Maintenance of an entity’s books of accounts is usually entrusted to an in-house bookkeeper or an external entity (accounting firm). Supervision and responsibility for the bookkeeping is most often performed by a specific member of the board of directors, with the signing and responsibility for the financial data included in the annual financial statements resting with the entire board of directors.

As the deadline for closing the books and preparing the financial statements inevitably approaches, here is a checklist for management before signing the financial statements. It allows you to quickly verify the accuracy and completeness of the financial statements.

Accounting deadlines for closing the 2023 financial year


The Polish Accounting Act requires each entity to take inventory of its recognized assets. Stocktaking is performed by means of a physical inventory (e.g., inventories), by means of confirmation from the bank or counterparties of the balance confirmation (e.g., receivables), or by means of verification consisting in comparing the data of the accounting books with relevant documents and verifying the value of these components (applies, for example, to land, disputed receivables, receivables or tax liabilities).

It is important that the inventory be properly documented and accounted for, and that the differences between the actual balance and the balance shown in the books of accounts revealed in the course of the inventory be explained and accounted for in the books of accounts.

If the entity conducts warehouse management, it is necessary to take an annual inventory of inventory.
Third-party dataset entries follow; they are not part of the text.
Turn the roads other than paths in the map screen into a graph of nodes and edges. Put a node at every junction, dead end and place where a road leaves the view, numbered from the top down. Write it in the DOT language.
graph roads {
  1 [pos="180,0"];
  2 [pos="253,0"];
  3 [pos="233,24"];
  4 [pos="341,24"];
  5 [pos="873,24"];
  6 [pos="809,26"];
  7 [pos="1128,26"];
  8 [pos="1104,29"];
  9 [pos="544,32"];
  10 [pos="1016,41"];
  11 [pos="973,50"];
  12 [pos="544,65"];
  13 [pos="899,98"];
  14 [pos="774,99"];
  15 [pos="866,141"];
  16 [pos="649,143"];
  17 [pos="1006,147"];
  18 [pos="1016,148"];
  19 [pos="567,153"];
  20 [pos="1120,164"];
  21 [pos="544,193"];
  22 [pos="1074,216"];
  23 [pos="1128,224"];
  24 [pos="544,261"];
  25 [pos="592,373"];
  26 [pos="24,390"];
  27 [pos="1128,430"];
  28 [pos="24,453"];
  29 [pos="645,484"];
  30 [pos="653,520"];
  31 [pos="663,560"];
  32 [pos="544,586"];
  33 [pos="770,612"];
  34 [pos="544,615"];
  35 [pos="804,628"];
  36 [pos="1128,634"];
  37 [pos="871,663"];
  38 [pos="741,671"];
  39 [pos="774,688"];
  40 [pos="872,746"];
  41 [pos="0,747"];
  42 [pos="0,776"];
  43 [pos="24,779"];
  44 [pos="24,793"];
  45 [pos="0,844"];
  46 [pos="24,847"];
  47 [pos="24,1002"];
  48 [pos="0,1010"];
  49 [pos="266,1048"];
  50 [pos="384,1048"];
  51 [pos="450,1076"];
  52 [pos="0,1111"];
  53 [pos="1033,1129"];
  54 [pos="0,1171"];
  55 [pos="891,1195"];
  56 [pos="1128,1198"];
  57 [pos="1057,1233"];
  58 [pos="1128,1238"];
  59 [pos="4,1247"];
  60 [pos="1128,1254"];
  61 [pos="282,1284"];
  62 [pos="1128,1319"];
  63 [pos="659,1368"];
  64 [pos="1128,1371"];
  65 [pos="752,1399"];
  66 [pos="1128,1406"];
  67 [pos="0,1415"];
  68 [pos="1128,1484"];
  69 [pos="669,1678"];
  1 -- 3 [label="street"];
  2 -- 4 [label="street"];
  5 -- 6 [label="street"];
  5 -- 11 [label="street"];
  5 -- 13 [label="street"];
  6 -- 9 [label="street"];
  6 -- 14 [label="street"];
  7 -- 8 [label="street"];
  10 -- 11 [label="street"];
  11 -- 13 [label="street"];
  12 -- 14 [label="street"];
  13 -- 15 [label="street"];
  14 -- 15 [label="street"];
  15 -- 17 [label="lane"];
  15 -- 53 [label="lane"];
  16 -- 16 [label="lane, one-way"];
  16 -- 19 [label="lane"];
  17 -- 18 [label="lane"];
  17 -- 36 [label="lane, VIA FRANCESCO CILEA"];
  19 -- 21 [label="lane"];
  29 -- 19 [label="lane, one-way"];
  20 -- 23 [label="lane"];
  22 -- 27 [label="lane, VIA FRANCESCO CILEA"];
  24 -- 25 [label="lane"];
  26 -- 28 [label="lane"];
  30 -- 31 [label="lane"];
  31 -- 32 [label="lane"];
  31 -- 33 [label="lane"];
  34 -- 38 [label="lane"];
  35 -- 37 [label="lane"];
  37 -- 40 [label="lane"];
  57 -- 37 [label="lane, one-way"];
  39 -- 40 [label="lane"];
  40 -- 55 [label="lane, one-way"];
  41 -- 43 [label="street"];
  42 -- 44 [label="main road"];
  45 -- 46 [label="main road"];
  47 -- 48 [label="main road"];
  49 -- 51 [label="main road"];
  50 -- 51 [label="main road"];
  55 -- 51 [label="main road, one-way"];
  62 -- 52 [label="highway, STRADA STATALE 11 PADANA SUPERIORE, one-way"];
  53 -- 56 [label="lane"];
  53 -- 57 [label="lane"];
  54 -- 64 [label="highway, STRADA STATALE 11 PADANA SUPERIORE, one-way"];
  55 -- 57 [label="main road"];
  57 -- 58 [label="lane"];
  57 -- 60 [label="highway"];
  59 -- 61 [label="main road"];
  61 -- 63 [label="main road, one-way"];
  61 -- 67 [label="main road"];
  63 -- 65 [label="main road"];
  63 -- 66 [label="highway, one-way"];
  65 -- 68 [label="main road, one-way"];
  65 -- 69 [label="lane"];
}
The inventory obligation also applies to own and entrusted fixed assets.

Inventory of fixed assets is carried out in the form of a physical inventory for:

  • property included in fixed assets and investments – once every 4 years at any time,
  • fixed assets located on guarded land and machinery and equipment included in fixed assets under construction – once every 4 years at any time,
  • fixed assets located on unguarded land – in the last quarter of the fiscal year, by the 15th of the following year.
  • If the Entity has cash (cash) in hand, it is necessary to conduct an inventory of it. It is carried out on the last day of each fiscal year in the form of a physical inventory.

    Confirmations of balances

    A specific form of inventory of assets are confirmations of balances from the bank and contractors. This form of inventory, however, is not used to confirm the balances of disputed and doubtful receivables, receivables due to non-bookkeepers and receivables under public law. These types of receivables are inventoried by comparing the data recorded in the books with the relevant documents and verifying their value.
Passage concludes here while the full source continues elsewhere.